President Joe Biden and Vice President Kamala Harris, addressing a Congressional Black Caucus Foundation dinner Saturday night, are expected to highlight the stakes for Black Americans in November’s election and take aim at what they view as an effort by Republicans to tip the scales by rolling back voting rights.

Their joint appearance — culminating a series of events known as “CBC week” in Washington — is part of an intensive push by the Harris campaign to ramp up enthusiasm among Black voters, a critical voting bloc that could determine the outcome of the election in several battleground states.

At a fundraiser for her campaign earlier Saturday that featured high-profile Black Democrats like Sen. Laphonza Butler (Calif.) and Rep. James E. Clyburn (S.C.), Harris called the November contest “probably the most important election of our lifetime,” and underlining the fight for voting rights as she outlined what she called a “freedom agenda” for the country.
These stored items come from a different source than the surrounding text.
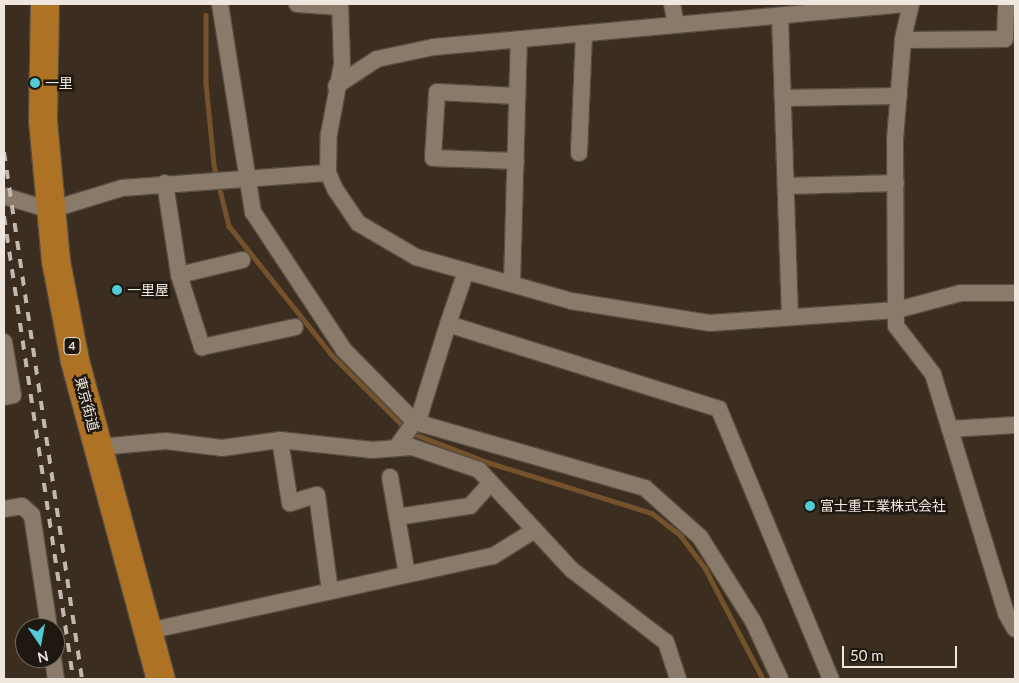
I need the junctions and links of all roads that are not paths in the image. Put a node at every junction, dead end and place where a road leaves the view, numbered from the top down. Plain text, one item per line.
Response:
1 (45, 4) edge
2 (220, 4) edge
3 (297, 4) edge
4 (672, 4) edge
5 (1006, 4) edge
6 (340, 5) edge
7 (798, 9) edge
8 (780, 16) junction
9 (676, 25) junction
10 (584, 33) junction
11 (519, 39) junction
12 (1010, 39) edge
13 (903, 40) junction
14 (336, 86) junction
15 (518, 96) junction
16 (899, 96) junction
17 (783, 98) junction
18 (579, 152) dead end
19 (516, 161) junction
20 (328, 173) junction
21 (247, 178) junction
22 (896, 183) junction
23 (165, 184) junction
24 (786, 186) junction
25 (4, 196) edge
26 (50, 210) junction
27 (242, 260) dead end
28 (466, 271) junction
29 (180, 275) junction
30 (512, 284) junction
31 (1015, 294) edge
32 (897, 310) junction
33 (790, 317) junction
34 (448, 324) junction
35 (295, 327) dead end
36 (4, 342) edge
37 (4, 397) edge
38 (413, 424) junction
39 (1015, 425) edge
40 (950, 429) junction
41 (280, 440) junction
42 (398, 446) junction
43 (99, 447) junction
44 (390, 477) dead end
45 (491, 483) junction
46 (4, 509) edge
47 (397, 517) junction
48 (535, 530) junction
49 (407, 574) junction
50 (330, 591) junction
51 (47, 618) edge
52 (1015, 629) edge
53 (148, 631) junction
54 (161, 679) edge
55 (678, 679) edge
56 (780, 679) edge
57 (831, 679) edge

1 - 26 highway, 東京街道 / 4
2 - 21 street
3 - 6 street
4 - 9 street
5 - 12 street
6 - 14 street
7 - 8 street
7 - 13 street
8 - 9 street
8 - 17 street
9 - 10 street
10 - 11 street
10 - 18 street
11 - 14 street
11 - 15 street
12 - 13 street
13 - 16 street
14 - 20 street
15 - 19 street
15 - 19 street
16 - 17 street
16 - 22 street
17 - 24 street
19 - 30 street
20 - 21 street
20 - 28 street
21 - 23 street
21 - 38 street
22 - 24 street
22 - 32 street
23 - 26 street
23 - 29 street
24 - 33 street
25 - 26 street
26 - 43 highway, 東京街道 / 4
27 - 29 street
28 - 30 street
28 - 34 street
29 - 35 street
30 - 33 street
31 - 32 street
32 - 33 street
32 - 40 street
34 - 38 street
34 - 57 street
36 - 37 street
38 - 42 street
38 - 56 street
39 - 40 street
40 - 52 street
41 - 42 street
41 - 43 street
41 - 50 street
42 - 45 street
43 - 53 highway, 東京街道 / 4
44 - 47 street
45 - 47 street
45 - 48 street
46 - 51 street
47 - 49 street
48 - 49 street
48 - 55 street
49 - 50 street
50 - 53 street
53 - 54 highway, 東京街道 / 4

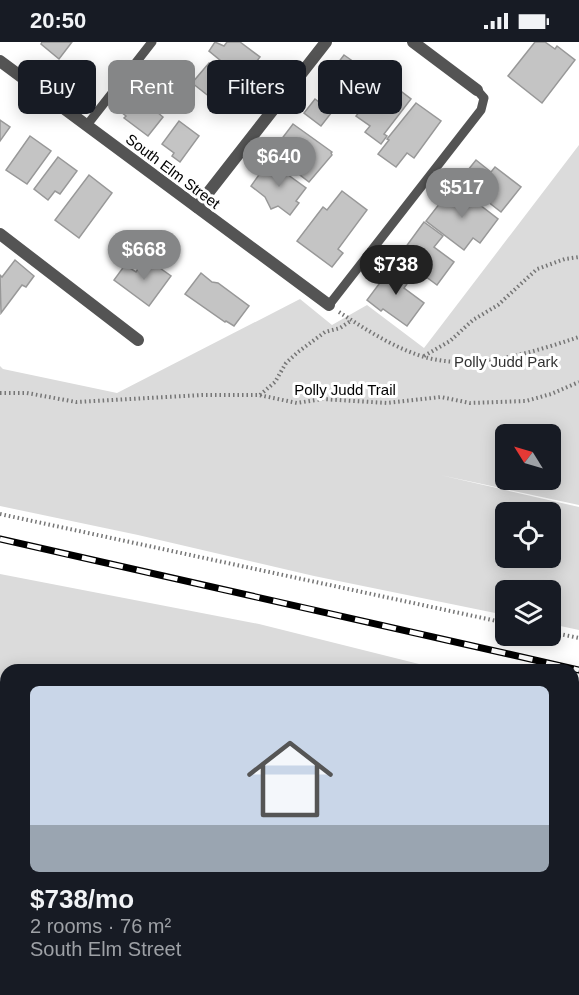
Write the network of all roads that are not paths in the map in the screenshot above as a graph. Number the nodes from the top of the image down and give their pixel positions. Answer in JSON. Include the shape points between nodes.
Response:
{"nodes":[{"id":1,"x":152,"y":42,"type":"edge"},
{"id":2,"x":326,"y":42,"type":"edge"},
{"id":3,"x":413,"y":42,"type":"edge"},
{"id":4,"x":0,"y":61,"type":"edge"},
{"id":5,"x":477,"y":90,"type":"joint"},
{"id":6,"x":87,"y":125,"type":"junction"},
{"id":7,"x":197,"y":207,"type":"junction"},
{"id":8,"x":0,"y":234,"type":"edge"},
{"id":9,"x":329,"y":305,"type":"joint"},
{"id":10,"x":138,"y":340,"type":"dead end"}],
"edges":[{"from":1,"to":6,"type":"lane"},
{"from":2,"to":7,"type":"street"},
{"from":3,"to":5,"type":"street"},
{"from":4,"to":6,"type":"street","name":"South Elm Street"},
{"from":5,"to":9,"type":"lane","via":[[484,98],[481,110]]},
{"from":6,"to":7,"type":"street","name":"South Elm Street"},
{"from":7,"to":9,"type":"street","name":"South Elm Street"},
{"from":8,"to":10,"type":"street"}]}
She noted that Republican officials in Georgia pushed for a law that bars anyone from giving food and water to people waiting in line to vote. “The hypocrisy abounds,” Harris said. “Whatever happened to ‘Love thy neighbor?’ ” Republicans say the law’s intent is to prevent outside groups from trying to influence voters, while Democrats say it just makes it harder for Georgians to wait in long lines to vote.

Earlier this week at campaign events in Charlotte and Greensboro, N.C., the vice president sought to galvanize voters by noting the historical battle for voting rights in states like North Carolina and promising that as president she would fight to pass the John Lewis Voting Rights Act, which would require changes to state voting laws to be cleared by the Justice Department to ensure they are not discriminatory.

“Generations of Americans before us led the fight for freedom, and now the baton is in our hands,” Harris said in Charlotte. “So we who believe in the sacred freedom to vote, will finally pass the John Lewis Voting Rights Act. … So much is at stake in this election.”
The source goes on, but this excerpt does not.